Date of Award


Document Type


Degree Name

Master of Social Work


School of Social Work

First Reader/Committee Chair

James Simon


The purpose of this study was to explore the personal experience of people who have an eating disorder with a specific focus on what they attributed to their recovery. Eating disorders are a mental illness that affect one in 20 people. Thus, this prevalence coupled with a lack of significant research about eating disorders in the field of social work uncovered the need for this study.

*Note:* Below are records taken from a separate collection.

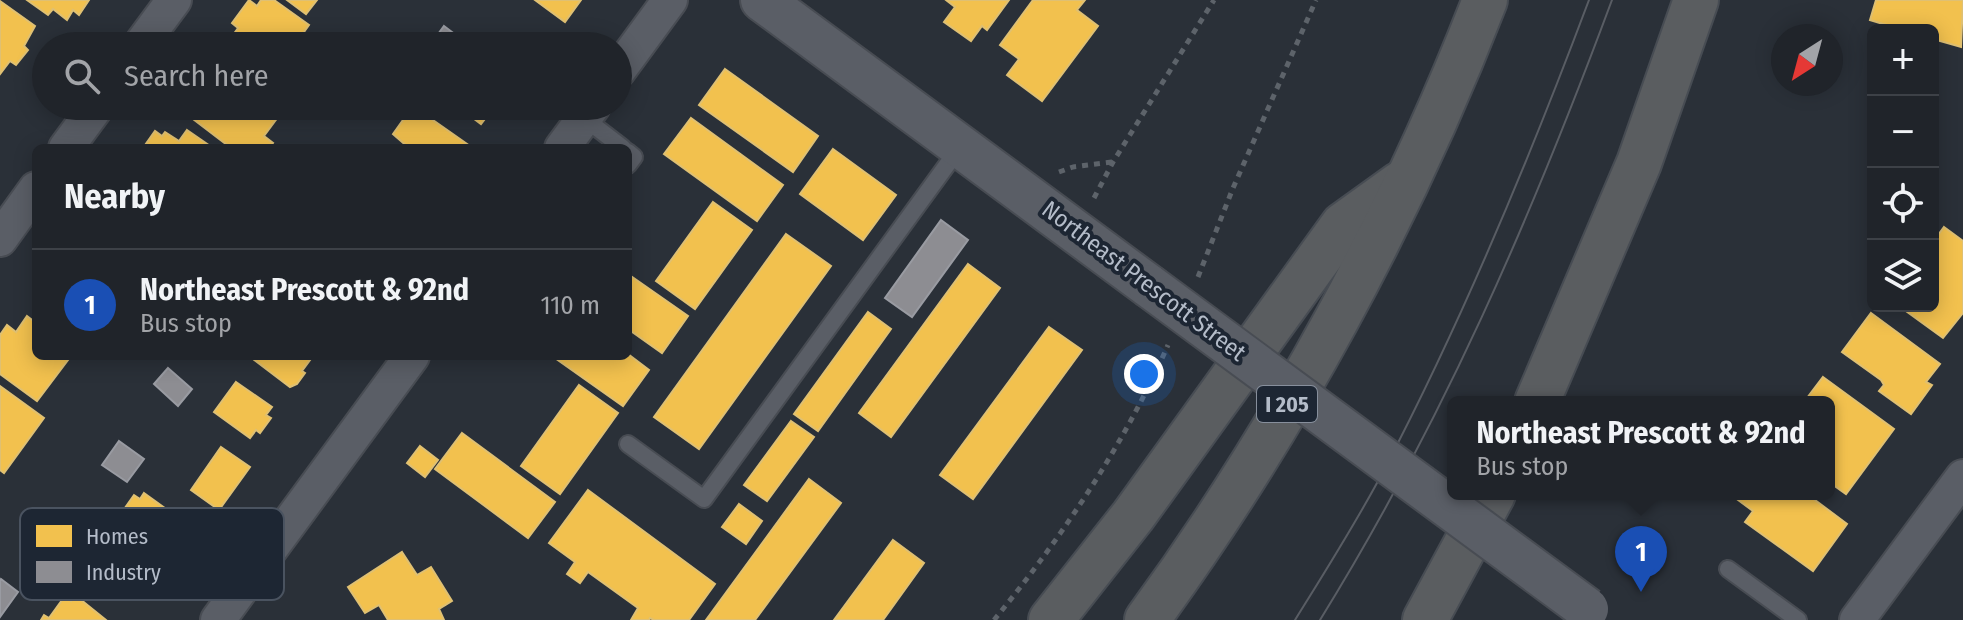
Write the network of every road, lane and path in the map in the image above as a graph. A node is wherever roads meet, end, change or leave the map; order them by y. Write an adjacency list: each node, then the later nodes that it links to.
1 (174, 0): 7 (street)
2 (670, 0): 8 (street)
3 (762, 0): 15 (street, Northeast Prescott Street)
4 (1214, 0): 16 (path)
5 (1485, 0): 17 (highway, I 205)
6 (1696, 0): 23 (highway)
7 (150, 32)
8 (632, 52)
9 (87, 120): 12 (street)
10 (582, 120): 13 (street)
11 (596, 120): 14 (lane)
12 (69, 144)
13 (565, 144)
14 (619, 144)
15 (961, 146): 18 (street, Northeast Prescott Street); 24 (lane)
16 (1113, 162): 18 (path); 20 (path)
17 (1409, 177): 32 (highway); 33 (highway, I 205)
18 (1021, 190): 20 (street, Northeast Prescott Street)
19 (32, 195): 21 (street)
20 (1077, 231): 30 (street, Northeast Prescott Street, bridge)
21 (0, 239)
22 (409, 360): 27 (street)
23 (1540, 396)
24 (628, 444)
25 (1963, 477): 36 (street)
26 (1490, 500): 34 (highway)
27 (284, 530)
28 (1728, 569): 35 (lane)
29 (233, 600): 31 (street)
30 (1594, 614)
31 (218, 620)
32 (1051, 620)
33 (1147, 620)
34 (1425, 620)
35 (1798, 620)
36 (1857, 620)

Qualitative interviews were completed with five female students from a university in California. Each transcript was coded using conventional content analysis to uncover themes and subthemes, which included barriers to recovery, the need to uncover the root cause of the eating disorder, the value of support, and hope and resilience. The findings indicated that control is an important component in eating disorders and that change in weight should not be indicative of full recovery because recovery is an ongoing process. Furthermore, stigma and shame attached to eating disorders, a lack of knowledge by professionals, and access to care all served as detriments to seeking or receiving treatment.

The study provided valuable insight into the field of social work for those who service clients in the most prevalent age group for eating disorders, adolescents, and young adults, which includes child protective services. It is extremely important for social workers to know the risk factors and behaviors of an eating disorder and include them in their assessment because increasing knowledge and decreasing stigma will help strengthen social work practice by increasing awareness, a greater understanding, and access to treatment.